Families with limited English proficiency or immigrant families are at increased risk for difficulties in understanding discharge and home care instructions. Discharge instructions in their primary language are essential. Appropriately trained medical interpreters are utilized throughout the parent education and training process to decrease the risk of misunderstanding. Allowing home caregivers to practice care with direct supervision and return demonstration decreases chances for error at home (Smith & Stewart, 2021). This practice is particularly well done with rooming-in practices where the caregivers stay with the newborn for one or two nights prior to discharge, providing the maximum amount of care that they can as a practice run for home. This is not always an option at all facilities, depending on space and room availability, but it can be a helpful practice for new parents and an efficient way to complete and evaluate discharge teaching.

Cultural Context

Immigrant Families of High-Risk Newborns

Families who are immigrants to the United States, whether proficient in English or not, require culturally competent care along with discharge planning specific to their home life. “Cultural values, historical trends, parents' level of education, and the process of immigration blend in intricate ways to determine how immigrant parents in the United States enact the role of parenting” (Bradley et al., 2014). How the family tackles their child's health-care needs and what materials they need to assist their children in growing and developing is different for each family (McGowan et al., 2019).

A psychosocial assessment, an assessment to determine a family's mental health and social well-being, is performed by a social worker prior to discharge to identify and support any social or financial needs for the family. Families with high-risk infants are at higher risk for child abuse or neglect (Puls et al., 2019). Both preterm birth and prolonged hospitalization are known family stressors and risk factors for family dysfunction and child abuse (American Academy of Pediatrics Committee on Fetus and Newborn, 2008). Family risk factors identified at discharge require close follow-up and support. Risk factors for families that lead to closer follow-up are financial difficulties, history of or current substance use disorder, inadequate prenatal care, domestic violence, marital instability, and parental mental health diagnosis of anxiety or depression.

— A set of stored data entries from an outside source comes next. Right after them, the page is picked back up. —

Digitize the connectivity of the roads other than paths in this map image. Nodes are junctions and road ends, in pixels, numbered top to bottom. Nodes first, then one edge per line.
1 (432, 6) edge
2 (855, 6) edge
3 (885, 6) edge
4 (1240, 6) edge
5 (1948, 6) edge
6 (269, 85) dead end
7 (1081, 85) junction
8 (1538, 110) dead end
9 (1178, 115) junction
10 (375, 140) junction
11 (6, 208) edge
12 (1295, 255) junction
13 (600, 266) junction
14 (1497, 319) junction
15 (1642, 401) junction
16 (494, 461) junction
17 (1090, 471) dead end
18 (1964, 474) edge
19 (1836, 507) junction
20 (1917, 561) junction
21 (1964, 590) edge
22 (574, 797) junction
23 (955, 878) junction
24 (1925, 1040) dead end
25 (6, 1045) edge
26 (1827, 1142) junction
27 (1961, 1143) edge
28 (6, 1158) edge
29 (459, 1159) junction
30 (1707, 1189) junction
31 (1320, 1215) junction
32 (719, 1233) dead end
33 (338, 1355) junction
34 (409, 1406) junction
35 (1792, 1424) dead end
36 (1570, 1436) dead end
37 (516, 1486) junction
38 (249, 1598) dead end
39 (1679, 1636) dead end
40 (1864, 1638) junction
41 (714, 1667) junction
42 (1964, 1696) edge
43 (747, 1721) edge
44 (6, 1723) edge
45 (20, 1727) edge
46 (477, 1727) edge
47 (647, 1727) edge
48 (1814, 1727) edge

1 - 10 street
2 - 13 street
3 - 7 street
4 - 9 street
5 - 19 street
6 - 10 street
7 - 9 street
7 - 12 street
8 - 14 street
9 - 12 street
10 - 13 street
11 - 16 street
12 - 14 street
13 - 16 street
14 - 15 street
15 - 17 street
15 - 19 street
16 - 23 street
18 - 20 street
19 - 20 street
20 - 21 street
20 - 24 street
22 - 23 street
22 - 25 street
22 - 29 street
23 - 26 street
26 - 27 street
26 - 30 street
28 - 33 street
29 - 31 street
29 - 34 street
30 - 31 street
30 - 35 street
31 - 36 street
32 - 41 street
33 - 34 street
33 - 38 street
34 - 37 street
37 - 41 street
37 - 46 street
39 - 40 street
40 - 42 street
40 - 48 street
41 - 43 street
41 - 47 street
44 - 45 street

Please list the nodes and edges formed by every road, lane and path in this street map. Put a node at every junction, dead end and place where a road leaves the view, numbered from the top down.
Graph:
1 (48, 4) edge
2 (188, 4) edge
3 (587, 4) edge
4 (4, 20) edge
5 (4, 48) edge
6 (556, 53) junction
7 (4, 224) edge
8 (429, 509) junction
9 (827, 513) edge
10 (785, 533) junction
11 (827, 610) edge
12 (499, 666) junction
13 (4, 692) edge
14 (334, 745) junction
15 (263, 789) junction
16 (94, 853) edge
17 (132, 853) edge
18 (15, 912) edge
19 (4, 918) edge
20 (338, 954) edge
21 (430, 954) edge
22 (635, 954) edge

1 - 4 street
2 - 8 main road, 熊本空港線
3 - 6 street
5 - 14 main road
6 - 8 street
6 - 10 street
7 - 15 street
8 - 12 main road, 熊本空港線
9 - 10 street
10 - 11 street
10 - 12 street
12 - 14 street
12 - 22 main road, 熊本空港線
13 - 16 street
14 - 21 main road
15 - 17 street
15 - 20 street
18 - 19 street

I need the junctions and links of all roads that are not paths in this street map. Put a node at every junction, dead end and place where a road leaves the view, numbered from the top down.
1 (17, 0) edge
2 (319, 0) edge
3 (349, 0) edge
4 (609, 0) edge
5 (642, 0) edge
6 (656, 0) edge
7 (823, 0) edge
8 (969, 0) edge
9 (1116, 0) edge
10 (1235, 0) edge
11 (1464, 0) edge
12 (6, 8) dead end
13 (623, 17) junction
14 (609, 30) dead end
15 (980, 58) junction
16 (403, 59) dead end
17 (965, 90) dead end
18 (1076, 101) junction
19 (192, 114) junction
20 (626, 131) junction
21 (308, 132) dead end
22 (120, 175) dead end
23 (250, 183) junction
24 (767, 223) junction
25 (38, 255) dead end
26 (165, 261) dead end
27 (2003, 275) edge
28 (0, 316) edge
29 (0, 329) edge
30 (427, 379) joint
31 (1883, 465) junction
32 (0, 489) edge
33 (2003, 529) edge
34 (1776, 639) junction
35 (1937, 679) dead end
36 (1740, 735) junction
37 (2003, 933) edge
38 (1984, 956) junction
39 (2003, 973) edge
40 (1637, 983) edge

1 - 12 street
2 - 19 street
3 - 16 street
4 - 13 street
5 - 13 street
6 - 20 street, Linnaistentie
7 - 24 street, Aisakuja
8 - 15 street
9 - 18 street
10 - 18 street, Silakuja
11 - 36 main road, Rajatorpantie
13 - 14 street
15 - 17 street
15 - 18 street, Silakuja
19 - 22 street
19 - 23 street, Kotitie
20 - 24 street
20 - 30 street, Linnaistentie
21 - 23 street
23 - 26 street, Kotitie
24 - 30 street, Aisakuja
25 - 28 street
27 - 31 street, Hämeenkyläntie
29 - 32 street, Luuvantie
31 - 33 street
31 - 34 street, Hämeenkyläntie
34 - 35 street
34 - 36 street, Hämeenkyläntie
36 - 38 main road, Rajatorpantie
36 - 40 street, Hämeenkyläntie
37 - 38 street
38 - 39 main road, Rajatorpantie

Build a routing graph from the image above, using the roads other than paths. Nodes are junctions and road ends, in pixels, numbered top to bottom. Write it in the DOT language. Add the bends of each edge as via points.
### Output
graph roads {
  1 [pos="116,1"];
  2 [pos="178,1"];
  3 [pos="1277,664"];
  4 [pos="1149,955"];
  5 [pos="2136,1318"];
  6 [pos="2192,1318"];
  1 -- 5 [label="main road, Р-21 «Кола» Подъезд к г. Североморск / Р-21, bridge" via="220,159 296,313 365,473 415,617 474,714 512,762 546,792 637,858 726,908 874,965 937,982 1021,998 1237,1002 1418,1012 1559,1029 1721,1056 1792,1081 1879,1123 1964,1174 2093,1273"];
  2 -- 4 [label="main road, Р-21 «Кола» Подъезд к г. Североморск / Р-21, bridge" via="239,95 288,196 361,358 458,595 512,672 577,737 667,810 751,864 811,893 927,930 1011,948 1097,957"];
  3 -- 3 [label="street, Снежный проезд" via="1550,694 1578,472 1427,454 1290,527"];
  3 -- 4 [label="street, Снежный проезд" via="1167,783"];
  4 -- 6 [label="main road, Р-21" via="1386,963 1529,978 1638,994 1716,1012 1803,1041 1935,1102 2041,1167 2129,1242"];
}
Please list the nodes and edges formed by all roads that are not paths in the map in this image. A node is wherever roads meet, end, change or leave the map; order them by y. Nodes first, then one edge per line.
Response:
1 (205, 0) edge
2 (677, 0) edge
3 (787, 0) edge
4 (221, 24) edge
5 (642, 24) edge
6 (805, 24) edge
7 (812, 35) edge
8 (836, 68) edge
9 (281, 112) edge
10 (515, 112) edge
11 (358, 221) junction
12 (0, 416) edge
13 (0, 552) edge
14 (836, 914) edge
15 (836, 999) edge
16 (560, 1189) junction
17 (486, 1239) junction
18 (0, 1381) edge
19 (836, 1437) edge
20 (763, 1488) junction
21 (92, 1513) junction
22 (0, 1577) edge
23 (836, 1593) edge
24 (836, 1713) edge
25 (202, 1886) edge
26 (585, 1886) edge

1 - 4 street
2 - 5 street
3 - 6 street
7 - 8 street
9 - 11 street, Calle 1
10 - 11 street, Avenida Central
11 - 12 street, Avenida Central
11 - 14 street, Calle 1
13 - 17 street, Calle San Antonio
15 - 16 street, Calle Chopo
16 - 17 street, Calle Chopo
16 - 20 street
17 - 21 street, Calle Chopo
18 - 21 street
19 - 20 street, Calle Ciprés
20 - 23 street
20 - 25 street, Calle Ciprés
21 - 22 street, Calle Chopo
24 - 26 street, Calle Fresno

Discharge to home may not be possible if the infant is medically unready or the home environment is inadequate for the needs of the infant. In these instances, transfer to a less acute hospital for care or to a foster care placement that can provide adequate care may be an appropriate interim home until is it determined that the family can safely care for and house the infant (Smith & Stewart, 2021).

Infant Hospice Care

When an infant is nearing the end of life, they may need specialized medical care, called hospice care. It includes multidisciplinary care as a consulted service for high-risk infants who have an incurable terminal disorder. Any infant who has been found to have a disorder or disease state that has made it so that surgical and medical interventions will not significantly improve their health or well-being and who will experience a shortened lifespan because of those diagnosed disorders or diseases qualifies for hospice care. The hospice organization provides medical home visits, home nursing visits, respite care for the care providers, pain and comfort measures, and bereavement support for the whole family (Smith & Stewart, 2021). Part of the hospice team’s work is to provide a letter stating the infant’s do not resuscitate status and to share that information with local emergency medical services.